Population-based studies show that the prevalence of hypertension increases in parallel with worsening stage of CKD [39, 47]. These epidemiological data generate the impression that the severity of hypertension travels with the progressive eGFR decline. However, accumulated evidence suggests that albuminuria plays an even more important role. As examples, a cross-sectional study explored the association of 17 risk factors for hypertension with the levels of SBP in 232 US Veterans with CKD. In multivariate models, it was the urinary protein-to-creatinine ratio the factor that was more strongly associated with SBP regardless of the technique of BP measurement [48]. As compared with standardized or routine office recordings, the association between proteinuria and SBP was stronger when hypertension was assessed using ABPM or HBPM. In sharp contrast, eGFR was not an independent determinant of SBP by any technique [48]. A subsequent analysis of 336 US Veterans with or without CKD who underwent 24-h ABPM showed that as compared with the stage of CKD, proteinuria was a stronger determinant of a disrupted circadian BP rhythm [49]. Compared with eGFR decrements, even small increments in the levels of proteinuria had a more dramatic impact on the mean levels of ambulatory BP [49]. The mechanisms through which proteinuria and hypertension are closely interrelated remain unclear. Proteinuria may simply reflect the presence of more severe kidney damage or reflect worse endothelial dysfunction [50].

Diagnosis

MUCH is diagnosed in patients who are being treated for hypertension, when they have a normal office BP but high out-of-office BP [26, 37]. The phenotype of MUCH is identified more commonly in patients with CKD than in the general population [51]. Among 333 US veterans with CKD and a normal office BP, the prevalence of MUCH depended on how hypertension was defined. MUCH was prevalent in 27% of the patients when daytime ambulatory BP ≥135/85 mmHg was used to diagnose hypertension. It was 33% when hypertension was defined as a 24-h ambulatory BP ≥130/80 mmHg and increased to 56% when either daytime ambulatory BP ≥135/85 mmHg or nighttime ambulatory BP ≥120/70 mmHg was used [17]. The prevalence of MUCH is progressively increased with increasing levels of office BP. Patients with repeatedly low BP in the office are unlikely to have MUCH. In contrast, the suspicion of MUCH should be raised when office BP is within the prehypertensive range. Among patients with office SBP of 130–139 mmHg, MUCH is diagnosed in two in three, and among patients with office SBP of 120–129 mmHg MUCH is prevalent in one in three [17]. The accuracy of HBPM in diagnosing MUCH is not superior to the diagnostic accuracy of standardized office BP [17]. ABPM is therefore necessary for the confirmation of the diagnosis of MUCH.

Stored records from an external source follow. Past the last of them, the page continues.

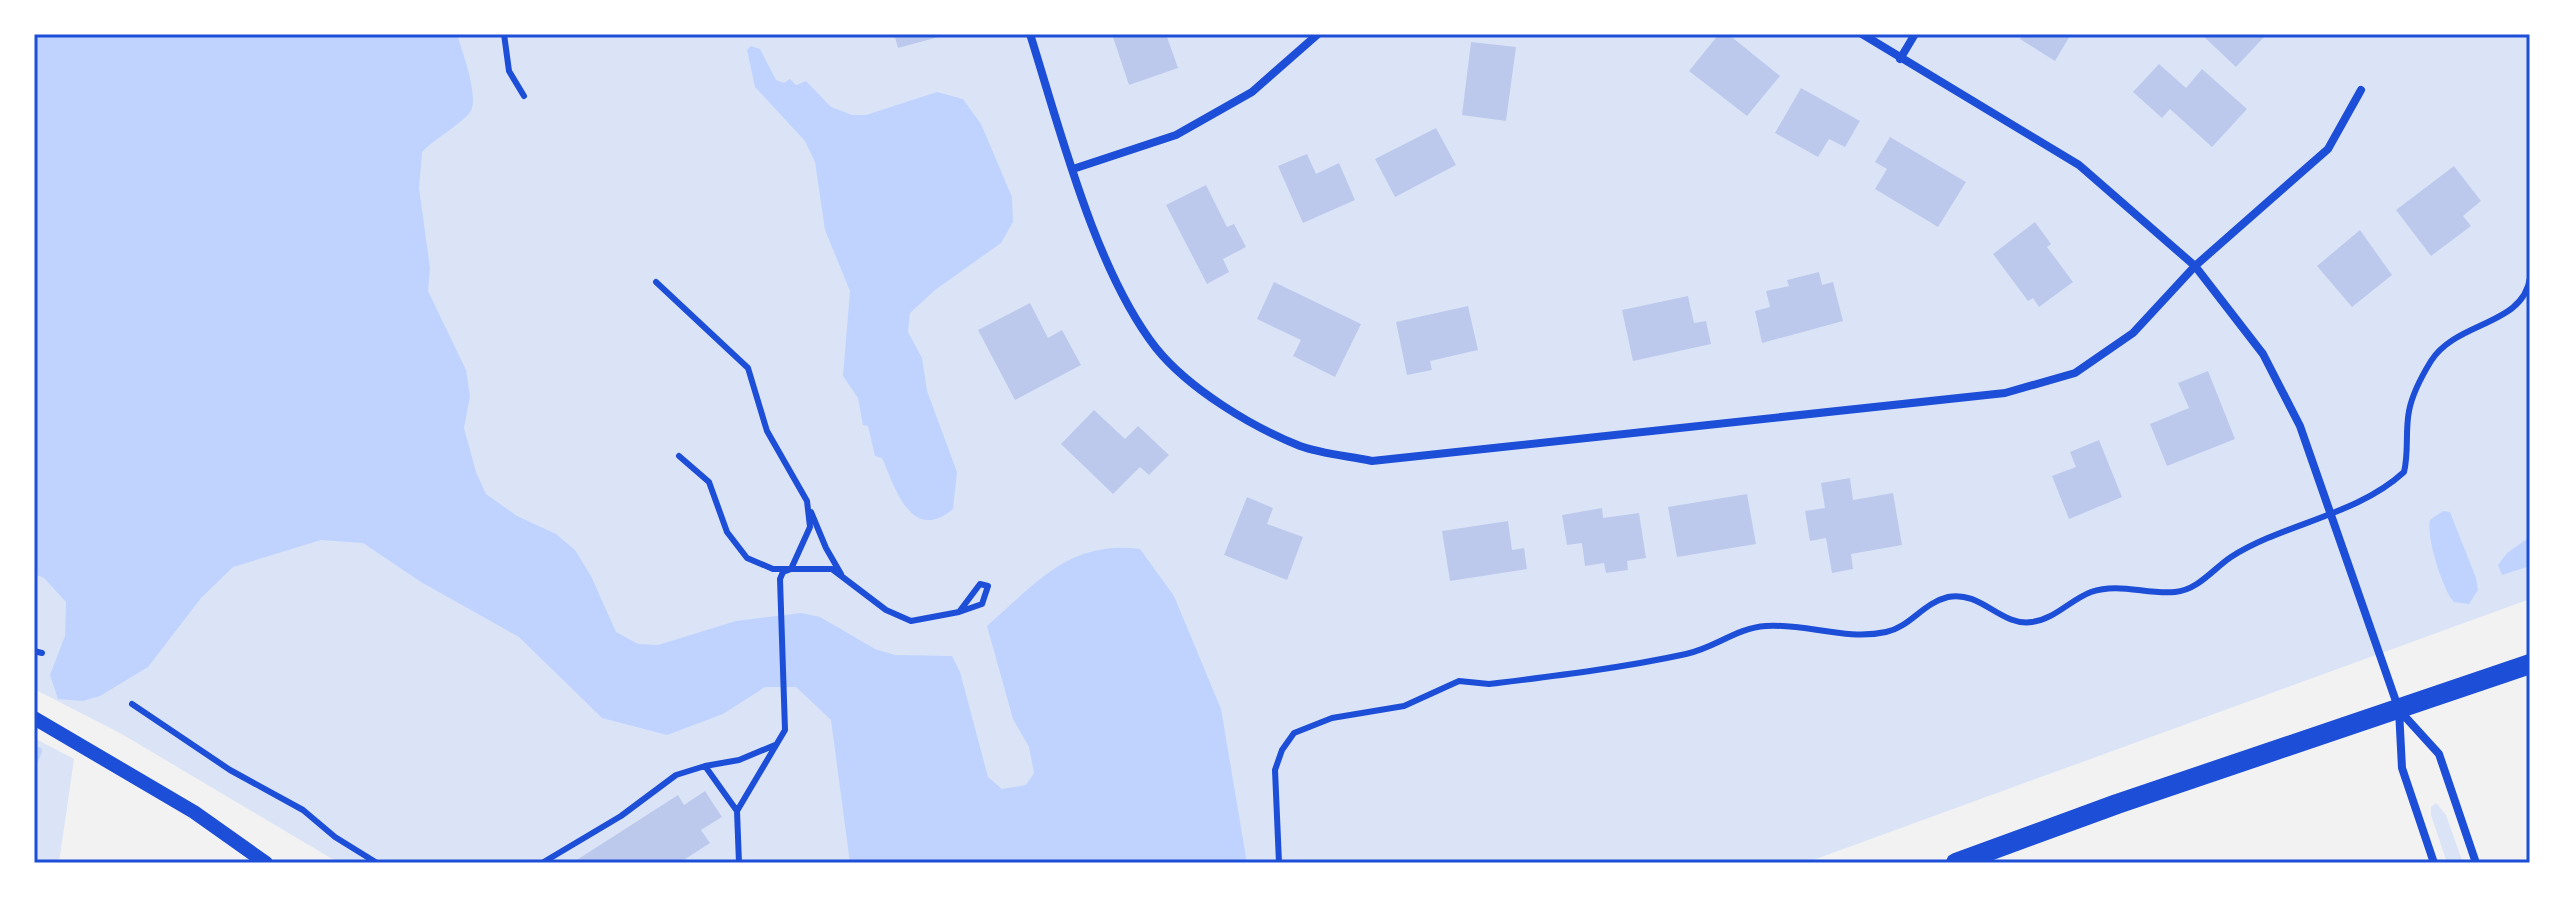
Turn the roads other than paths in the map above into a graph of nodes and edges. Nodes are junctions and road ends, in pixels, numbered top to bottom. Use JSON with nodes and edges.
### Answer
{"nodes":[{"id":1,"x":504,"y":34,"type":"edge"},
{"id":2,"x":1030,"y":34,"type":"edge"},
{"id":3,"x":1318,"y":34,"type":"edge"},
{"id":4,"x":1862,"y":34,"type":"edge"},
{"id":5,"x":1915,"y":34,"type":"edge"},
{"id":6,"x":1900,"y":59,"type":"junction"},
{"id":7,"x":2361,"y":90,"type":"dead end"},
{"id":8,"x":524,"y":96,"type":"dead end"},
{"id":9,"x":1073,"y":169,"type":"junction"},
{"id":10,"x":2195,"y":266,"type":"junction"},
{"id":11,"x":2530,"y":278,"type":"edge"},
{"id":12,"x":656,"y":282,"type":"dead end"},
{"id":13,"x":679,"y":456,"type":"dead end"},
{"id":14,"x":807,"y":501,"type":"junction"},
{"id":15,"x":2330,"y":513,"type":"junction"},
{"id":16,"x":791,"y":569,"type":"junction"},
{"id":17,"x":842,"y":575,"type":"junction"},
{"id":18,"x":959,"y":612,"type":"junction"},
{"id":19,"x":34,"y":651,"type":"edge"},
{"id":20,"x":42,"y":653,"type":"dead end"},
{"id":21,"x":2530,"y":664,"type":"edge"},
{"id":22,"x":132,"y":704,"type":"dead end"},
{"id":23,"x":2399,"y":710,"type":"junction"},
{"id":24,"x":34,"y":718,"type":"edge"},
{"id":25,"x":775,"y":745,"type":"junction"},
{"id":26,"x":705,"y":766,"type":"junction"},
{"id":27,"x":737,"y":811,"type":"junction"},
{"id":28,"x":266,"y":863,"type":"edge"},
{"id":29,"x":377,"y":863,"type":"edge"},
{"id":30,"x":542,"y":863,"type":"edge"},
{"id":31,"x":739,"y":863,"type":"edge"},
{"id":32,"x":1279,"y":863,"type":"edge"},
{"id":33,"x":1956,"y":863,"type":"edge"},
{"id":34,"x":2434,"y":863,"type":"edge"},
{"id":35,"x":2476,"y":863,"type":"edge"}],
"edges":[{"from":1,"to":8,"type":"lane"},
{"from":2,"to":9,"type":"street"},
{"from":3,"to":9,"type":"street"},
{"from":4,"to":6,"type":"street"},
{"from":5,"to":6,"type":"street"},
{"from":6,"to":10,"type":"street"},
{"from":7,"to":10,"type":"street"},
{"from":9,"to":10,"type":"street"},
{"from":10,"to":15,"type":"street"},
{"from":11,"to":15,"type":"lane"},
{"from":12,"to":14,"type":"lane"},
{"from":13,"to":16,"type":"lane"},
{"from":14,"to":16,"type":"lane"},
{"from":14,"to":17,"type":"lane"},
{"from":15,"to":23,"type":"street"},
{"from":15,"to":32,"type":"lane"},
{"from":16,"to":17,"type":"lane"},
{"from":16,"to":25,"type":"lane"},
{"from":17,"to":18,"type":"lane"},
{"from":18,"to":18,"type":"lane"},
{"from":19,"to":20,"type":"lane"},
{"from":21,"to":23,"type":"main road"},
{"from":22,"to":29,"type":"lane"},
{"from":23,"to":33,"type":"main road"},
{"from":23,"to":34,"type":"street"},
{"from":23,"to":35,"type":"street"},
{"from":24,"to":28,"type":"street"},
{"from":25,"to":26,"type":"lane"},
{"from":25,"to":27,"type":"lane"},
{"from":26,"to":27,"type":"lane"},
{"from":26,"to":30,"type":"lane"},
{"from":27,"to":31,"type":"lane"}]}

New antihypertensives and comparison of existing antihypertensives

There has been a resurgence in interest to lower BP in people without and with CKD. Additional agents are currently under clinical investigation, offering promise for more effective management of resistant hypertension through blocking unique targets or more safely blocking existing pathways in the future [52] (Box 3).

Box 3. Key developments and future opportunities in pharmacotherapy of hypertension.

  • Among patients with stage 3b/4 CKD and uncontrolled hypertension, the non-steroidal MRA ocedurenone lowered systolic AOBP at Day 84 with a minimal associated risk of hyperkalemia.

  • Among patients with resistant hypertension, as compared with placebo, the aldosterone synthase inhibitor baxdrostat lowered unattended automated office SBP in a dose-dependent manner over 12 weeks of treatment. No deaths, serious adverse events and signs of adrenocortical insufficiency were observed over the course of the trial.

  • In patients with resistant hypertension, the dual endothelin receptor antagonist aprocitentan was superior to placebo in reducing systolic AOBP at Week 4 and this BP-lowering action was sustained at Week 40. Mild-to-moderate edema was the most frequent treatment-related adverse event.

  • SGLT-2 inhibitors and the non-steroidal MRA finerenone are novel therapies that improve kidney and cardiovascular outcomes in patients with albuminuric CKD. Indirect comparisons show that finerenone provokes a more potent reduction in ambulatory BP as compared with SGLT-2 inhibitors, implying that BP lowering might play a differential role in mediating the cardiorenal protection afforded by these two drug categories.

Published in 2021, a non-steroidal mineralocorticoid receptor antagonist (MRA), ocedurenone (formerly known as KBP-5074), was tested over 12 weeks in 162 patients with stage 3b/4 CKD with uncontrolled hypertension in doses of 0.25 mg and 0.5 mg [53]. The primary endpoint in the phase 2b study of KBP-5074 in subjects with uncontrolled hypertension and advanced chronic kidney disease trial was the change in systolic AOBP from baseline to Week 12. Compared with placebo, a 0.25-mg dose lowered systolic AOBP 7 mmHg [standard error (SE) 3.37, P = .04]. A 0.5-mg dose lowered systolic AOBP 10.2 mmHg (SE 3.32, P = .003). The incidence of mild hyperkalemia (serum potassium concentration ≥5.6 to <6.0 mmol/L) was low and comparable among groups, but the trial is too short to establish safety [53].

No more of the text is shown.